Aim of the task -> Beginning with the line that has "middle dip: (251, 319)", write out each line down to the end of the records below exactly, and include no pictures.

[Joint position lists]
*** Begin section ***

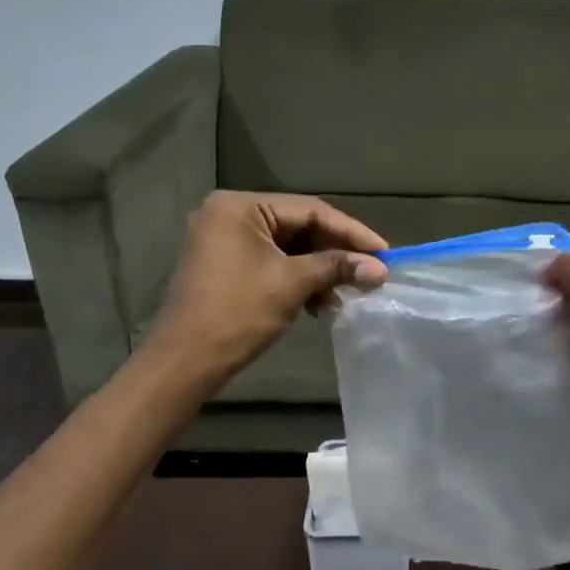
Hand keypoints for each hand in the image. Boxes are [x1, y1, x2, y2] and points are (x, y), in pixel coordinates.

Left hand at [147, 191, 387, 379]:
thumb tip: (380, 269)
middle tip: (371, 272)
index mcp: (240, 206)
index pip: (310, 210)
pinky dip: (297, 280)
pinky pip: (271, 263)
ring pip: (287, 248)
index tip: (385, 252)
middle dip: (336, 253)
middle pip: (298, 227)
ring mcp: (224, 240)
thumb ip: (337, 267)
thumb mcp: (292, 284)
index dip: (351, 232)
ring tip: (349, 294)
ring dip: (320, 271)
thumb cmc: (237, 313)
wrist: (184, 362)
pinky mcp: (224, 266)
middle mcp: (229, 214)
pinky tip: (321, 304)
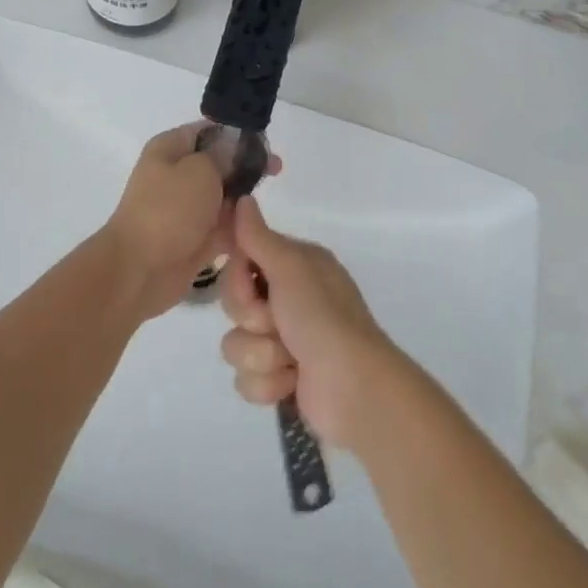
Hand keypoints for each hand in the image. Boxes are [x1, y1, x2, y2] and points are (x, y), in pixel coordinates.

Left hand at [103, 125, 275, 320]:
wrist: (140, 269)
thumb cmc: (169, 209)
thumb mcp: (200, 169)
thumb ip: (223, 156)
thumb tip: (234, 150)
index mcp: (170, 148)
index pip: (208, 131)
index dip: (237, 134)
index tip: (265, 143)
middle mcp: (176, 174)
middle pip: (219, 164)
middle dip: (246, 167)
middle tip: (276, 169)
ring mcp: (185, 208)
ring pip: (223, 196)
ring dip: (243, 199)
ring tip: (264, 202)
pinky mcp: (194, 238)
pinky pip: (223, 227)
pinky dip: (238, 227)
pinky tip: (257, 228)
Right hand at [218, 196, 402, 451]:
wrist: (354, 388)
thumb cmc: (323, 319)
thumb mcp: (291, 268)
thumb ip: (259, 237)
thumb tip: (243, 198)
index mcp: (294, 266)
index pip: (241, 260)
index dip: (238, 278)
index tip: (251, 286)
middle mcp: (288, 298)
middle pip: (233, 304)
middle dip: (251, 319)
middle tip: (276, 323)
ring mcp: (283, 340)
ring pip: (236, 344)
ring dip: (261, 355)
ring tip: (290, 360)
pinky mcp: (280, 378)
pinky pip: (246, 379)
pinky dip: (269, 384)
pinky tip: (292, 383)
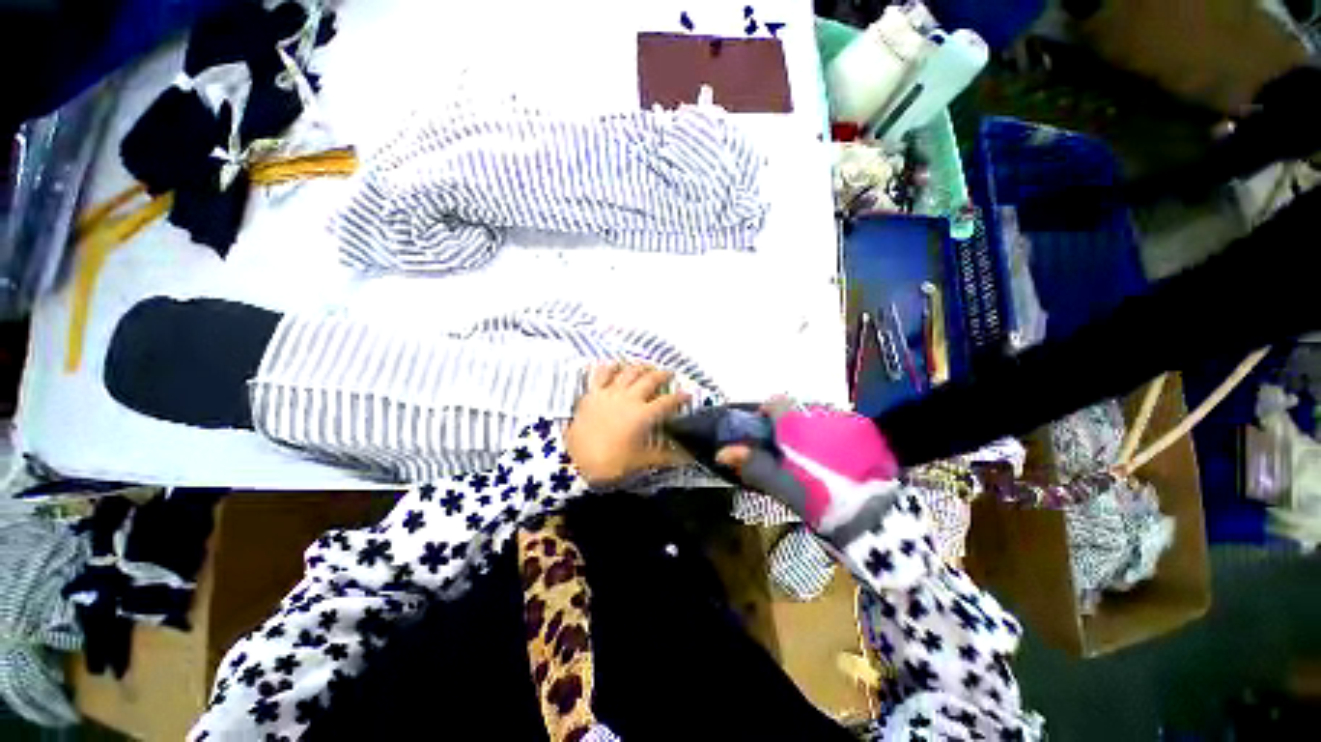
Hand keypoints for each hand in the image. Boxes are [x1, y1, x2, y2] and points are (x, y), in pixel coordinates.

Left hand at [566, 363, 690, 485]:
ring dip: (640, 367)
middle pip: (649, 380)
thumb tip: (687, 458)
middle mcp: (628, 398)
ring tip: (647, 366)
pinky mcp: (592, 393)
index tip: (688, 394)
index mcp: (642, 415)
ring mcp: (609, 393)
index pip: (667, 402)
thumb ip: (665, 456)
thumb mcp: (640, 461)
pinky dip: (609, 367)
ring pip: (628, 372)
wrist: (574, 462)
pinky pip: (601, 374)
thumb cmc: (610, 463)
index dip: (680, 397)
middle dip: (662, 375)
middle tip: (669, 373)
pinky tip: (613, 364)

*** End section ***

Your response ->
middle dip: (251, 319)
middle tip: (276, 323)
ring mcp: (283, 340)
ring pip: (236, 344)
ring dip: (261, 355)
ring tip: (290, 360)
pinky mcp: (280, 378)
pinky pip: (246, 379)
pinky dip: (269, 384)
pinky tip: (292, 383)
Hand keypoints for each hand in the image. Boxes are [x1, y1, x2, y2] and points are (x, y), in pixel coordinates.

Left hand at [566, 363, 690, 485]:
ring dip: (640, 367)
middle pip: (649, 380)
thumb tip: (687, 458)
middle mcp: (628, 398)
ring tip: (647, 366)
pinky mcp: (592, 393)
index tip: (688, 394)
index mcp: (642, 415)
ring mcp: (609, 393)
index pip: (667, 402)
thumb ip: (665, 456)
thumb mcp: (640, 461)
pinky dip: (609, 367)
ring pip: (628, 372)
wrist: (574, 462)
pinky pip: (601, 374)
thumb cmc: (610, 463)
index dip: (680, 397)
middle dip: (662, 375)
middle tip: (669, 373)
pinky tip: (613, 364)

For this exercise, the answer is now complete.